### Goal of the exercise
Below are some entries. Count the lines where "image" appears and state only that number.

+++ Information provided

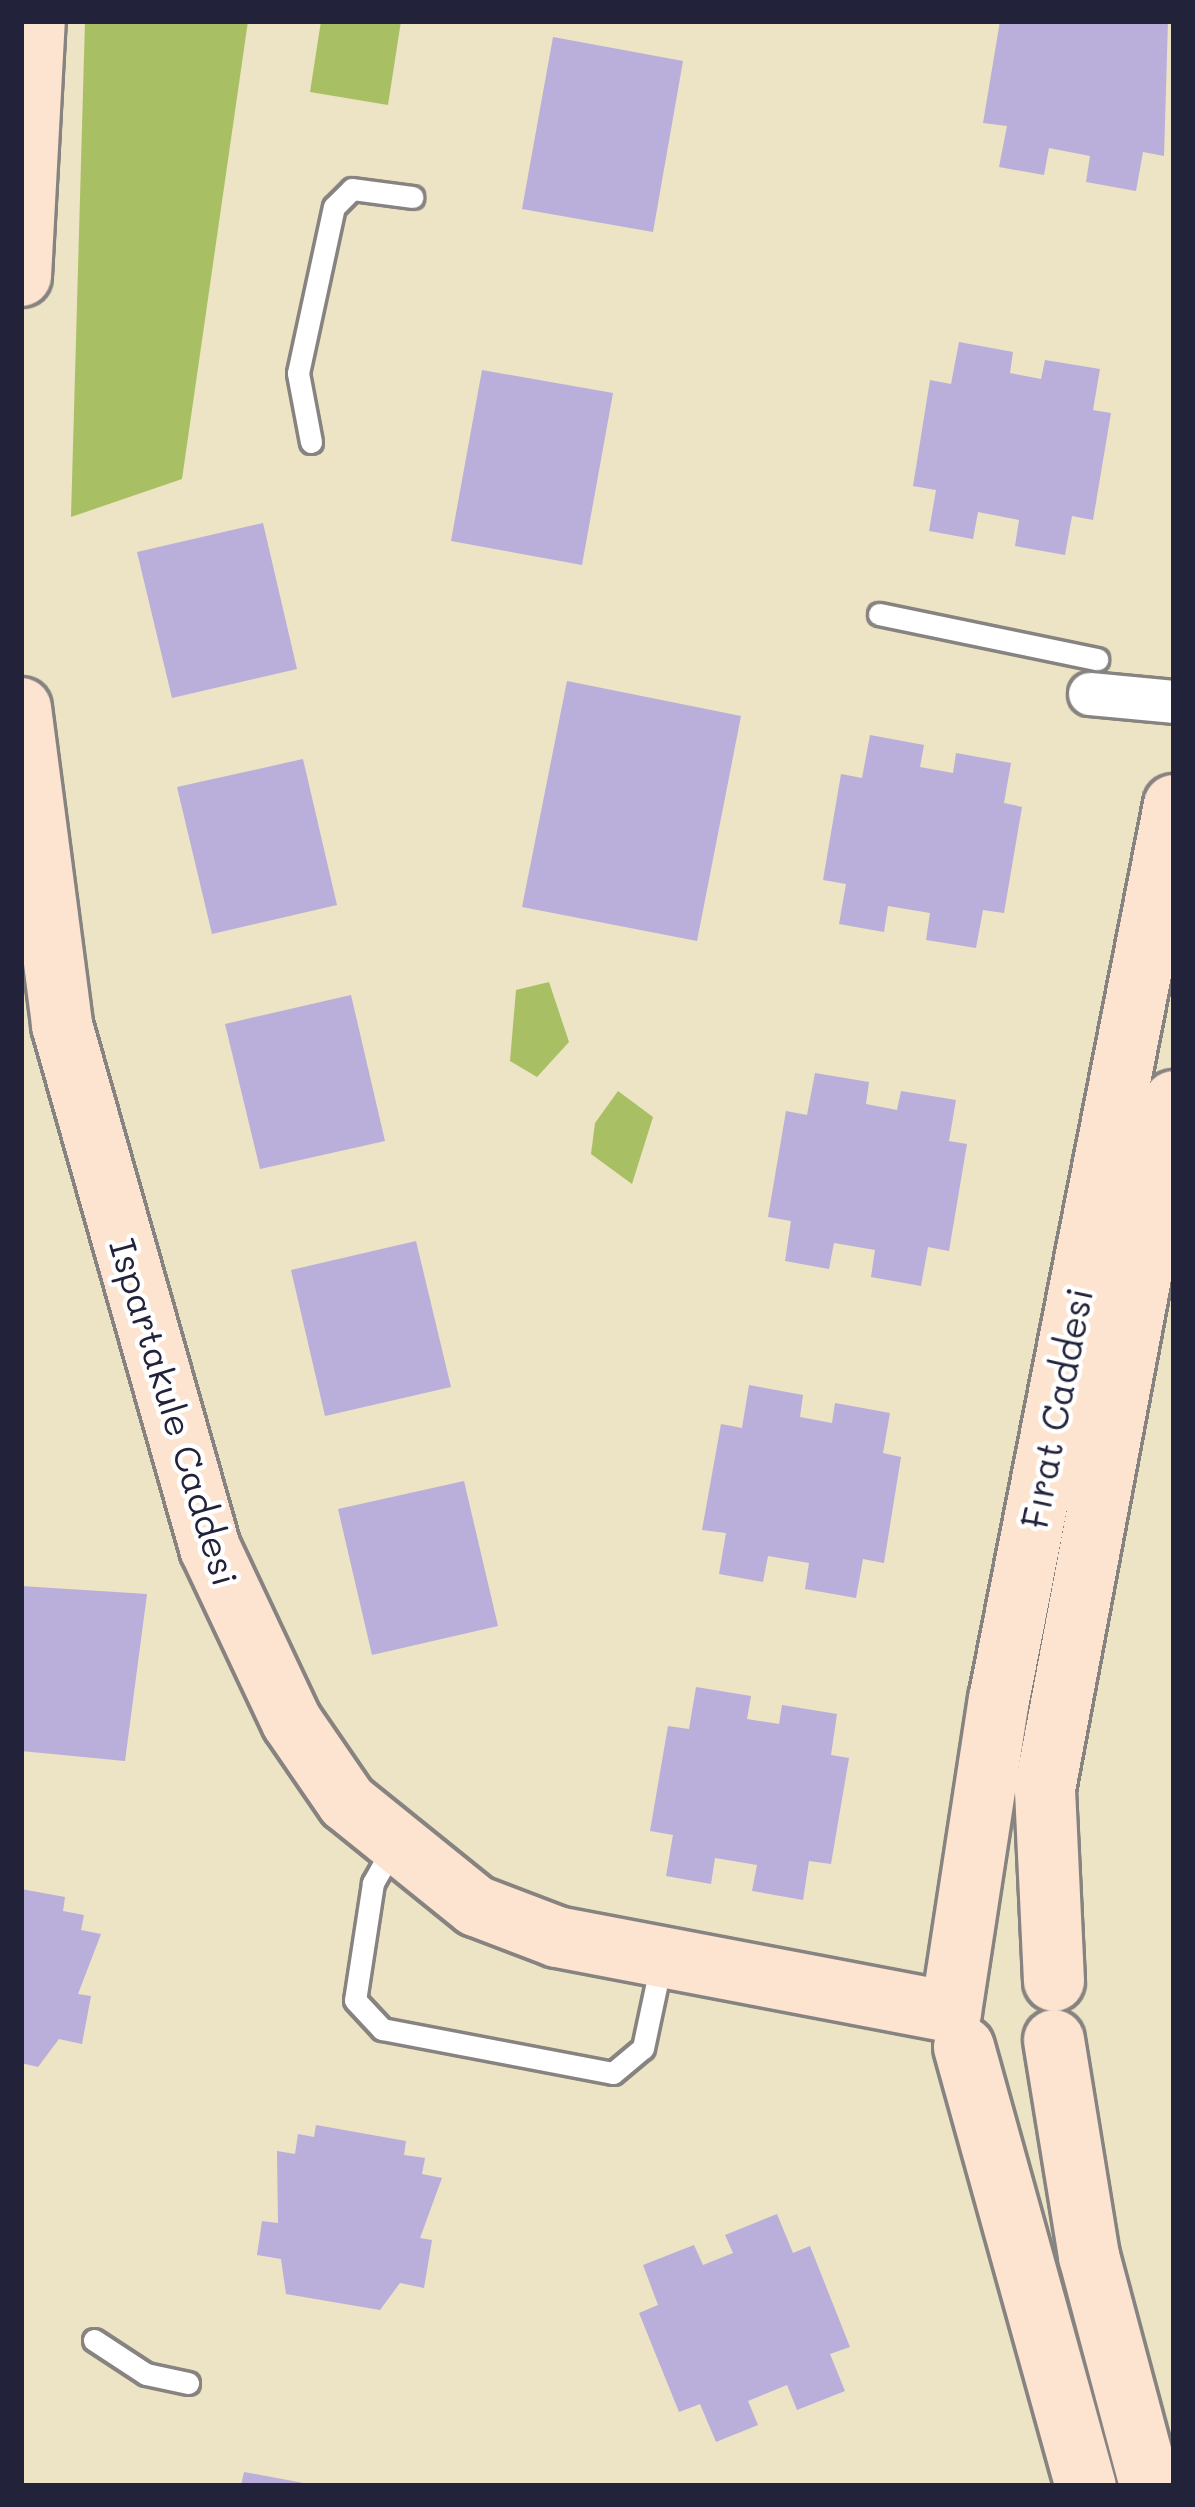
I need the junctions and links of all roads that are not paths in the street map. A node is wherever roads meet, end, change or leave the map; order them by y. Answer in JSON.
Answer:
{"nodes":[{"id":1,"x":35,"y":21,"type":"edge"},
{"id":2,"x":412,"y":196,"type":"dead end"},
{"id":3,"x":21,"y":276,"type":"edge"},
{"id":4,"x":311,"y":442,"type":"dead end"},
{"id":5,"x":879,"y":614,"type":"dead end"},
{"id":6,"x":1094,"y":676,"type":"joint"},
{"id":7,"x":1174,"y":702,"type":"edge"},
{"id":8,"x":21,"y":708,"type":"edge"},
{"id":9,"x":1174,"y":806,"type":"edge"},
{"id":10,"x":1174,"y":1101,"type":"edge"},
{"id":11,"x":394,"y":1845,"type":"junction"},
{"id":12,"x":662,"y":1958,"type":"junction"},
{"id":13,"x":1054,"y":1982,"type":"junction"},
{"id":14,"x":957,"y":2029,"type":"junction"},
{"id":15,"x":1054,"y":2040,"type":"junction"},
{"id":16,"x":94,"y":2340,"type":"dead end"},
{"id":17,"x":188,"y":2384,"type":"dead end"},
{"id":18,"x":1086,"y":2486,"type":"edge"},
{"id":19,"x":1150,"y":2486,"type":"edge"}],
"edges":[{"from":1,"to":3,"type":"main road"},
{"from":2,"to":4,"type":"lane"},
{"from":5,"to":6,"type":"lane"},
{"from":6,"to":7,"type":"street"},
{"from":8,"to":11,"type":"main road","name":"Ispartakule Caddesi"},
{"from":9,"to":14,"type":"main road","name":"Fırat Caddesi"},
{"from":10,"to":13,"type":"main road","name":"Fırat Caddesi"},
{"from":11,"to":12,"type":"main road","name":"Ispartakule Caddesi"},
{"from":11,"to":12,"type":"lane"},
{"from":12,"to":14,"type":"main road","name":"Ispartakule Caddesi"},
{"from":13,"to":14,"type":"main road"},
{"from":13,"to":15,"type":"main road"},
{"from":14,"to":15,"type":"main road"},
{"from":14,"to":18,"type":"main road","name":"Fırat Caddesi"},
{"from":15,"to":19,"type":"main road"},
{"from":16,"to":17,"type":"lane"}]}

++++++
+++ Information provided

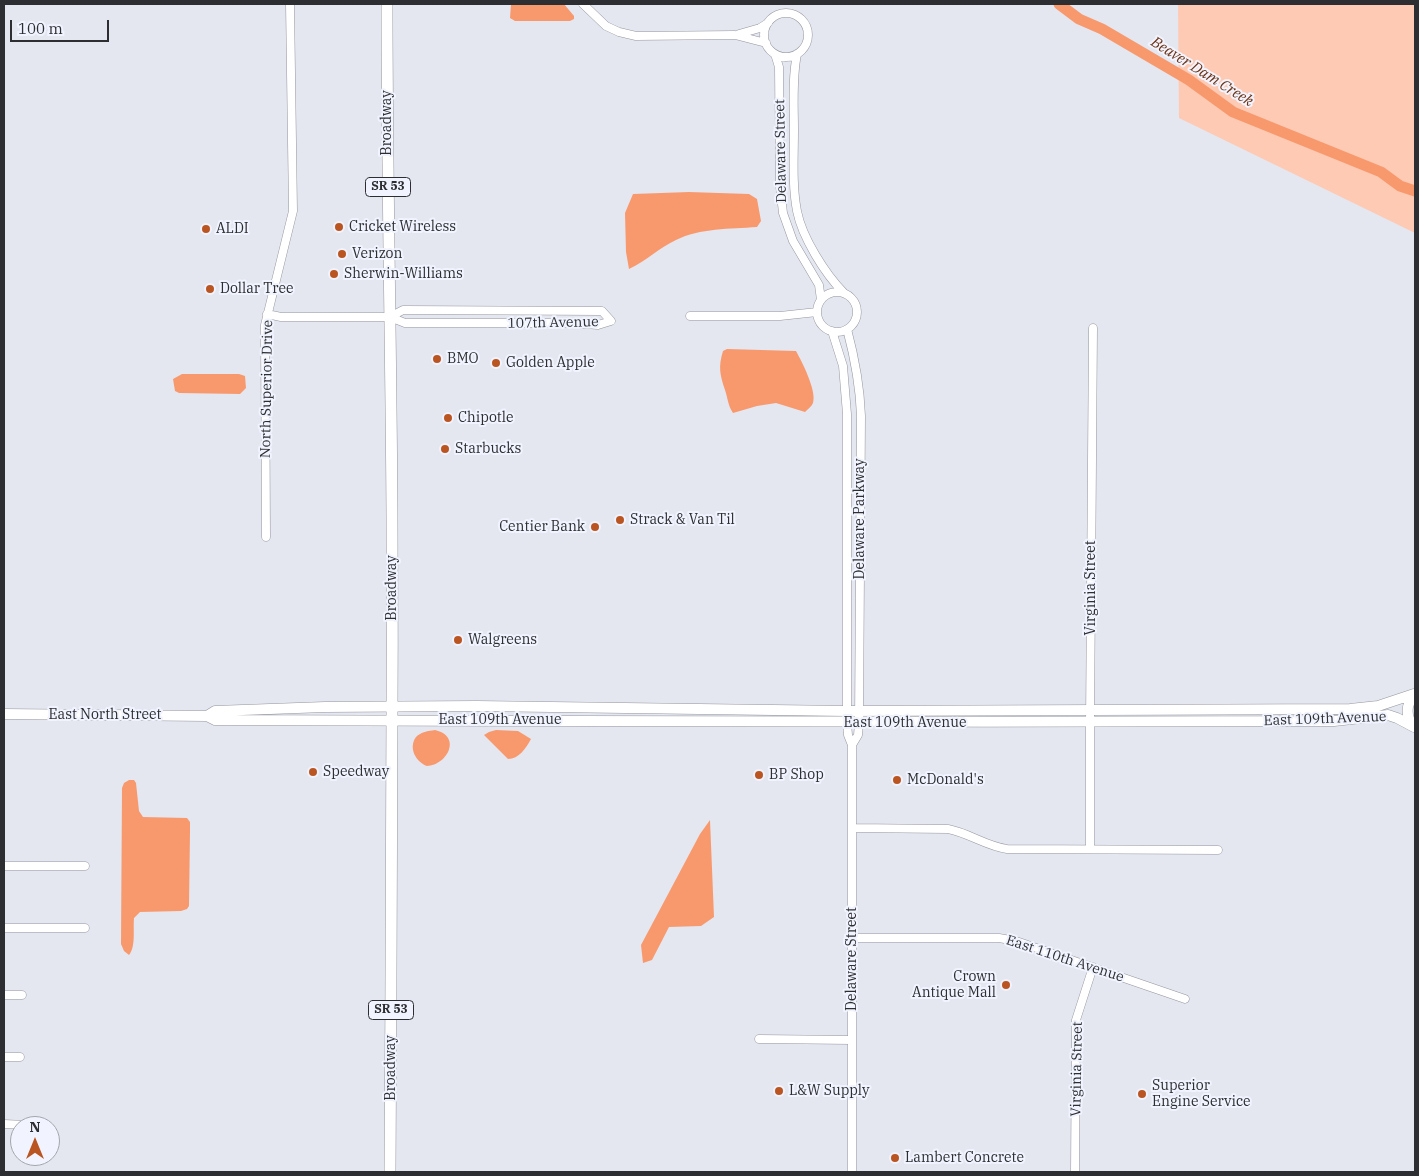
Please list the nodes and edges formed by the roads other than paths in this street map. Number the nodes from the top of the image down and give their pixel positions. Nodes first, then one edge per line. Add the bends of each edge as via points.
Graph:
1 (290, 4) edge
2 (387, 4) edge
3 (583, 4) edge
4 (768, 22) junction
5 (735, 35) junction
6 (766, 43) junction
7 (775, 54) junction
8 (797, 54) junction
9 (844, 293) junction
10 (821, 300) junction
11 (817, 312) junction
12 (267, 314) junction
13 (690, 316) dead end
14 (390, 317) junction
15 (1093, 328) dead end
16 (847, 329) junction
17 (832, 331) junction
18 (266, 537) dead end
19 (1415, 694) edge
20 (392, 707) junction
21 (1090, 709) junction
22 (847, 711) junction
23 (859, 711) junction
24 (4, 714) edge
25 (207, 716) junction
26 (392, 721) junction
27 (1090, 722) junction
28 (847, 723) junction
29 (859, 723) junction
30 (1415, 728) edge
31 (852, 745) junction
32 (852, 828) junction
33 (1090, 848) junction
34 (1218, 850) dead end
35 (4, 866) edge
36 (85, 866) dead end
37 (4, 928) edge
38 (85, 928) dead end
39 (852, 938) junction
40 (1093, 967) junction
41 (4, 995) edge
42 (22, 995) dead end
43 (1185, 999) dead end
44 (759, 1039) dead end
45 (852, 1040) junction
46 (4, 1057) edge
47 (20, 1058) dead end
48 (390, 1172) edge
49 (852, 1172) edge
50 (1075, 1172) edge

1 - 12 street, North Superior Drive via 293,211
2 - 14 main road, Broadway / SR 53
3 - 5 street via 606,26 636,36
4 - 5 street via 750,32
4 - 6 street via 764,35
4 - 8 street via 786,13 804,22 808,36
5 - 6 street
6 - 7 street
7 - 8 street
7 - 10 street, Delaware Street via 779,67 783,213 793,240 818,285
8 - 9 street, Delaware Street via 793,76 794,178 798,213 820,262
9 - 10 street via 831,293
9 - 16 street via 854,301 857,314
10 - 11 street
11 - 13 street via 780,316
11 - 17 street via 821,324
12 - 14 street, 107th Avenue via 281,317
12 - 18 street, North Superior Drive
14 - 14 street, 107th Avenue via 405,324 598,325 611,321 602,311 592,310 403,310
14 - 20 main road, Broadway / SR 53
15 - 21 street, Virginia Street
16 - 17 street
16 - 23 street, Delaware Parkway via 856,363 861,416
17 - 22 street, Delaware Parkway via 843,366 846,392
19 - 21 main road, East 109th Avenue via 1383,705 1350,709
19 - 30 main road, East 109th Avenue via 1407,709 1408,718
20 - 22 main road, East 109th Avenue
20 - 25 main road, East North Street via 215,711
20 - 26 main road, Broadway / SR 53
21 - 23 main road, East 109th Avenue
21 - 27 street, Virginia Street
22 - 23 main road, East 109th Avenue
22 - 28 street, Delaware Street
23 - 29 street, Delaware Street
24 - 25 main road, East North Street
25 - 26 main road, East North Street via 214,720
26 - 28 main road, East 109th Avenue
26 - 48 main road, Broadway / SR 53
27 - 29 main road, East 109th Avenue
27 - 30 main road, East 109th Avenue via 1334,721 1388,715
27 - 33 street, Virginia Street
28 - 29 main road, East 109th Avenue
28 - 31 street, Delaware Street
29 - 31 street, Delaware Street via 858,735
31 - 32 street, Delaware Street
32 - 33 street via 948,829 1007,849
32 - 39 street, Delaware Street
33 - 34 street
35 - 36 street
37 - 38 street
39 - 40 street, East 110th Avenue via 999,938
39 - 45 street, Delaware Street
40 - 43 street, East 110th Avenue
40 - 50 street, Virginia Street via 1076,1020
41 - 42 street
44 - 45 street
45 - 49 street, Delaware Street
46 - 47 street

++++++
+++ Information provided

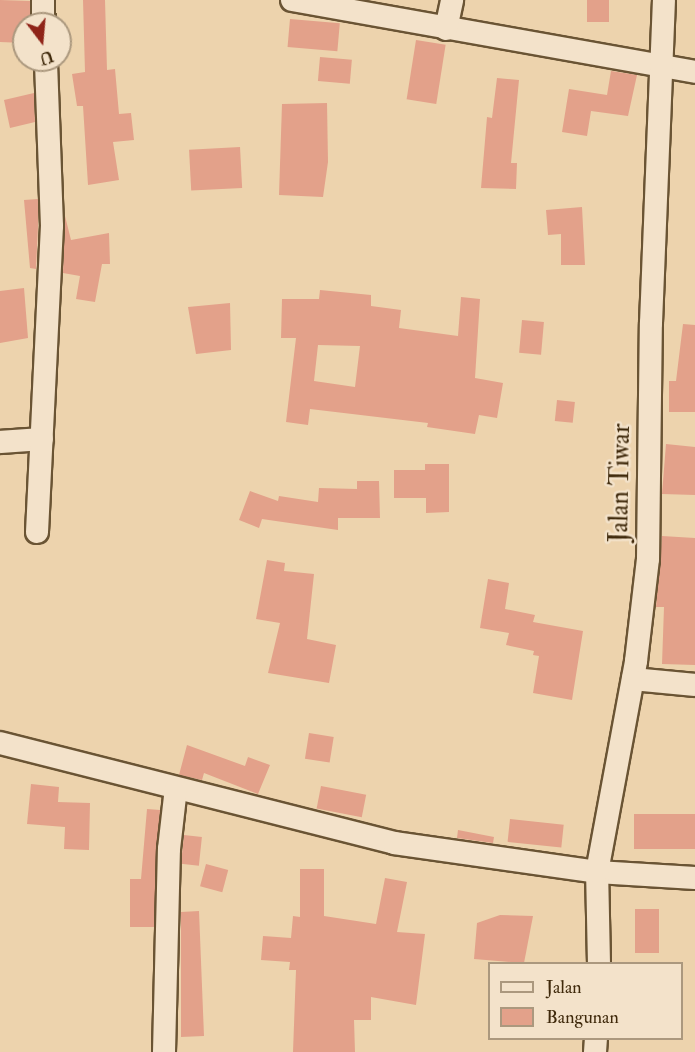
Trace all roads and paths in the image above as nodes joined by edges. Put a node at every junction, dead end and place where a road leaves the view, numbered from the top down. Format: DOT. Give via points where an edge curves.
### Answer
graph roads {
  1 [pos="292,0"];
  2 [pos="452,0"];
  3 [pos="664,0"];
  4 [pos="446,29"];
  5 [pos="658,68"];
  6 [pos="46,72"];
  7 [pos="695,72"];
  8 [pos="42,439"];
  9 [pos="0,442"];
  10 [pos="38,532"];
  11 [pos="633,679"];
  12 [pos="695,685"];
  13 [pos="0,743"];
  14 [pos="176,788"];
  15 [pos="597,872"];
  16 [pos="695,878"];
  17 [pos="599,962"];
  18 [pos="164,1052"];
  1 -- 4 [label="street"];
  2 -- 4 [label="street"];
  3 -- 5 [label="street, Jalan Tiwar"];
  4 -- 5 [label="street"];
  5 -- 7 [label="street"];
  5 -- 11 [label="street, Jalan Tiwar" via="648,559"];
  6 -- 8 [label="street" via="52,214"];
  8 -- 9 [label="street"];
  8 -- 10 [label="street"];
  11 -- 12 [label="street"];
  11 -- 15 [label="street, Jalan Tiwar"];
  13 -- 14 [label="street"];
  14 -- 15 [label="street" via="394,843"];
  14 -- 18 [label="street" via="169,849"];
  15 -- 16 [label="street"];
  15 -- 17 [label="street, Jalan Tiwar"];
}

++++++

### The completed task
2